_STUDY MATERIAL_
- Opening Delimiter -

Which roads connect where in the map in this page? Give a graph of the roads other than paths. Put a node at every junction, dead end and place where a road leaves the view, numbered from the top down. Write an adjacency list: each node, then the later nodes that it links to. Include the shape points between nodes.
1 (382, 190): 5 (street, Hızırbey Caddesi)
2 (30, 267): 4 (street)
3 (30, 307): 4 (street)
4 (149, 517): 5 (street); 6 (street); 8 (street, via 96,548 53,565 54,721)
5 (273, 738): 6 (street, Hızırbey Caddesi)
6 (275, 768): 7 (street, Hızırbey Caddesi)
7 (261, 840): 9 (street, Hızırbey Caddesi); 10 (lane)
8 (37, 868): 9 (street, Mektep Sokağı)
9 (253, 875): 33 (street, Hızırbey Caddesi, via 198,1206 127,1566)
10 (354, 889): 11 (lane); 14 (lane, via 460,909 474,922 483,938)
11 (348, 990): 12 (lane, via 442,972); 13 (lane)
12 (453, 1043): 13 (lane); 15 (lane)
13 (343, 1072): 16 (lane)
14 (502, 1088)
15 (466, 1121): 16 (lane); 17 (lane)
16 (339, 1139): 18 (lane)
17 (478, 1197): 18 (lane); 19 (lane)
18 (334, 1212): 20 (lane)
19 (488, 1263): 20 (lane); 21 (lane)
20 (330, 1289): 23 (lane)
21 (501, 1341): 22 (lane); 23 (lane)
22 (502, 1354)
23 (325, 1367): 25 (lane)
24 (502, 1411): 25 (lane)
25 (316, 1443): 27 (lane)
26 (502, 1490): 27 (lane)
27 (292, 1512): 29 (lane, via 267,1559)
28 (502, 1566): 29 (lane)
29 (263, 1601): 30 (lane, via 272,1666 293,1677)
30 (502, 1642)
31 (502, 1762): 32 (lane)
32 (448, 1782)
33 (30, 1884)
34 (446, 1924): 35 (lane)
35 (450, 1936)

- Closing Delimiter -

_YOUR TASK_
Write out the full listing exactly as given.

_TASK RESPONSE_
Which roads connect where in the map in this page? Give a graph of the roads other than paths. Put a node at every junction, dead end and place where a road leaves the view, numbered from the top down. Write an adjacency list: each node, then the later nodes that it links to. Include the shape points between nodes.
1 (382, 190): 5 (street, Hızırbey Caddesi)
2 (30, 267): 4 (street)
3 (30, 307): 4 (street)
4 (149, 517): 5 (street); 6 (street); 8 (street, via 96,548 53,565 54,721)
5 (273, 738): 6 (street, Hızırbey Caddesi)
6 (275, 768): 7 (street, Hızırbey Caddesi)
7 (261, 840): 9 (street, Hızırbey Caddesi); 10 (lane)
8 (37, 868): 9 (street, Mektep Sokağı)
9 (253, 875): 33 (street, Hızırbey Caddesi, via 198,1206 127,1566)
10 (354, 889): 11 (lane); 14 (lane, via 460,909 474,922 483,938)
11 (348, 990): 12 (lane, via 442,972); 13 (lane)
12 (453, 1043): 13 (lane); 15 (lane)
13 (343, 1072): 16 (lane)
14 (502, 1088)
15 (466, 1121): 16 (lane); 17 (lane)
16 (339, 1139): 18 (lane)
17 (478, 1197): 18 (lane); 19 (lane)
18 (334, 1212): 20 (lane)
19 (488, 1263): 20 (lane); 21 (lane)
20 (330, 1289): 23 (lane)
21 (501, 1341): 22 (lane); 23 (lane)
22 (502, 1354)
23 (325, 1367): 25 (lane)
24 (502, 1411): 25 (lane)
25 (316, 1443): 27 (lane)
26 (502, 1490): 27 (lane)
27 (292, 1512): 29 (lane, via 267,1559)
28 (502, 1566): 29 (lane)
29 (263, 1601): 30 (lane, via 272,1666 293,1677)
30 (502, 1642)
31 (502, 1762): 32 (lane)
32 (448, 1782)
33 (30, 1884)
34 (446, 1924): 35 (lane)
35 (450, 1936)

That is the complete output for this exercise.